Program on Science, Technology and Society at Harvard|
The Program on Science, Technology and Society at Harvard sponsors a small number of stipendary and non-stipendary fellowships each year at the Kennedy School of Government who conduct research and receive advanced training in Science and Technology Studies. For more information on the Fellows Program, click here. For information on past fellows, see the links on the left. Below are a list of the current fellows with the program and a brief description of their backgrounds and interests, with links to more detailed pages containing more detailed information.
Antony Adler is a Visiting Research Fellow with the Program on Science, Technology & Society (STS) at the Harvard Kennedy School of Government. His current research examines the history of physical oceanography and marine geo-engineering in the twentieth century, with particular focus on Gulf Stream current research. While at Harvard, Antony will work on a book project based on his dissertation, The Ocean Laboratory: Exploration, Fieldwork, and Science at Sea.
Les Beldo is a visiting scholar at the American Academy of Arts & Sciences and a visiting fellow at the STS Program for Spring 2016. His current research examines the implicit norms and values that are built into federal policies for fish and wildlife management in the United States, including the ways in which those assumptions are challenged and reproduced in contemporary environmental conflicts. He is currently working on a book project based on his dissertation, which tracked the substantial consequences of federal fisheries management oversight on the continued conflict over Makah indigenous whaling in the Pacific Northwest.

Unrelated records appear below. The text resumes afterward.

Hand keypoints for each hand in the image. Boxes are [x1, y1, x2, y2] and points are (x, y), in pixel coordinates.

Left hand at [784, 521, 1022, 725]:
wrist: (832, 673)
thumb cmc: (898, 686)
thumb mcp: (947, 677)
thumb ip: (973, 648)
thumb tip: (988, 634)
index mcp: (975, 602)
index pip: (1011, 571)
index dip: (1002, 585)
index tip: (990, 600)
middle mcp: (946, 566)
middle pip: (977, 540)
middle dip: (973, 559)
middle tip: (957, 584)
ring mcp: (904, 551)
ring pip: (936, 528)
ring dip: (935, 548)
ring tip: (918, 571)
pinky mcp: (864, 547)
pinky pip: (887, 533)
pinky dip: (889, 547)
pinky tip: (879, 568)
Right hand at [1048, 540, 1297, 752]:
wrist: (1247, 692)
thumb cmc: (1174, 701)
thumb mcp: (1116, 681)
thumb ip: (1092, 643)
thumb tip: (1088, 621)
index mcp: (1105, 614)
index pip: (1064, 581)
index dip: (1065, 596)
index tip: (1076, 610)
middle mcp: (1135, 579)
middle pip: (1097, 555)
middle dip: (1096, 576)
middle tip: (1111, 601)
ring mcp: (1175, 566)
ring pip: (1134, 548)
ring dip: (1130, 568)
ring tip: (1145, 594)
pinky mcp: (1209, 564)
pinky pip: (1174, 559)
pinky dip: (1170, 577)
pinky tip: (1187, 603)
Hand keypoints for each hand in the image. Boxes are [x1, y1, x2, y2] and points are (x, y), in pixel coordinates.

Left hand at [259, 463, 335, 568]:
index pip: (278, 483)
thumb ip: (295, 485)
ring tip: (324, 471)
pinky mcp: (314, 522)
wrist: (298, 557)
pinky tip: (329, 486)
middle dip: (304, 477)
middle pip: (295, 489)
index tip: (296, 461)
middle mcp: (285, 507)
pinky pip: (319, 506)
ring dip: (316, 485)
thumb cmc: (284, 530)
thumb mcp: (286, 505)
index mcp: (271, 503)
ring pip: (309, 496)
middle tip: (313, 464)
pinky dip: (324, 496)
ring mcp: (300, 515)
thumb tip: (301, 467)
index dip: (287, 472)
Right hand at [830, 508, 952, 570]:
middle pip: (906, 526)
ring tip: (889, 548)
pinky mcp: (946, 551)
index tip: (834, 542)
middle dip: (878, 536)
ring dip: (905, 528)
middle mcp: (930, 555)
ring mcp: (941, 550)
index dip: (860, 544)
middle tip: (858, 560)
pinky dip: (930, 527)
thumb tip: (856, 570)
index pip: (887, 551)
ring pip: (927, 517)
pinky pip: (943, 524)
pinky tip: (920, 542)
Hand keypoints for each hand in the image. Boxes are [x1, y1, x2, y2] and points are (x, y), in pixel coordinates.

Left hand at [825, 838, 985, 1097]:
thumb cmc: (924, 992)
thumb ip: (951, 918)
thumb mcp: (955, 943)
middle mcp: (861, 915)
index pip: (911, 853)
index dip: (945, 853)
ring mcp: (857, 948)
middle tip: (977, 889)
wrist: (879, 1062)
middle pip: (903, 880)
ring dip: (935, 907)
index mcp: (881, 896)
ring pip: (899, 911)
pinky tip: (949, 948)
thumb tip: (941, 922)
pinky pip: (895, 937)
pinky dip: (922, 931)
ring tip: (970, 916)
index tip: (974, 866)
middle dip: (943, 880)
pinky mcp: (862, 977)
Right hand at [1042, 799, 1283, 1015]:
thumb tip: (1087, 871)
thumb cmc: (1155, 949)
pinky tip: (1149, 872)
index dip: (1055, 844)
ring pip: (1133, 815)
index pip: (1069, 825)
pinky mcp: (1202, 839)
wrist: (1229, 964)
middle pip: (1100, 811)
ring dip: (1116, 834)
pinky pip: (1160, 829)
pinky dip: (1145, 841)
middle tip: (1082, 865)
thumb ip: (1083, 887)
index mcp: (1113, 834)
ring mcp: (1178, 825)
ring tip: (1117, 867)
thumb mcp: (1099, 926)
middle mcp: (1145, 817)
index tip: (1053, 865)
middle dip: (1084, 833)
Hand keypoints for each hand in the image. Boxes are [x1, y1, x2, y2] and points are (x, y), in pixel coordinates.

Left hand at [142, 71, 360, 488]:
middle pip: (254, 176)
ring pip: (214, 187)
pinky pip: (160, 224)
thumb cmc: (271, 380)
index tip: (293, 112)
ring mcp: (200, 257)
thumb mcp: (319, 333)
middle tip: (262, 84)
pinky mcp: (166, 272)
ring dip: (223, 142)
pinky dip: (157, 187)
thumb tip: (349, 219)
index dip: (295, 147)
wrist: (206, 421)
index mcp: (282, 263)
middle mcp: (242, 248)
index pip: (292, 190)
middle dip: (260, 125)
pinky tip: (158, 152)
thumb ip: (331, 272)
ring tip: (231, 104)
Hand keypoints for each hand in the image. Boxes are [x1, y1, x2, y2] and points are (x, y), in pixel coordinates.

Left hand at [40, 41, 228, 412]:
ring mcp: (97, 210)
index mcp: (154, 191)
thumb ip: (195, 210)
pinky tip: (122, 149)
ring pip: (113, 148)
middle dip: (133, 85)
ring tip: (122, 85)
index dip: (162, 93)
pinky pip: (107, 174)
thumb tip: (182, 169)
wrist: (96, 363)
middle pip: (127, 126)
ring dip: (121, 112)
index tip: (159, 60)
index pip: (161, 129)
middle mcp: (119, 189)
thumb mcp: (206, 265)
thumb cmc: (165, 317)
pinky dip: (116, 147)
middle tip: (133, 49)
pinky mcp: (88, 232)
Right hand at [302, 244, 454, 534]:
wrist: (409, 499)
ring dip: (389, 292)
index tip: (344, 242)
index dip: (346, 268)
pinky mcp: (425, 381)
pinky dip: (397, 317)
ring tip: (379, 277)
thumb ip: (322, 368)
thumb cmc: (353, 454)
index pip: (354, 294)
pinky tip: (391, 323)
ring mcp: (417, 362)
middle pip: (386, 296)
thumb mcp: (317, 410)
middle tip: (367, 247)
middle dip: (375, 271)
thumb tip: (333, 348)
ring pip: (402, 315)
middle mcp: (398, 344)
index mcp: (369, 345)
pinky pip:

Margarita (Margo) Boenig-Liptsin is a Postdoctoral Fellow at the Program on Science, Technology & Society (STS). She is currently working with Sheila Jasanoff on a National Science Foundation funded project, "Traveling Imaginaries of Innovation: The Practice Turn and Its Transnational Implementation." The project examines how three models of innovation have become go-to answers for socioeconomic challenges confronting 21st century nations.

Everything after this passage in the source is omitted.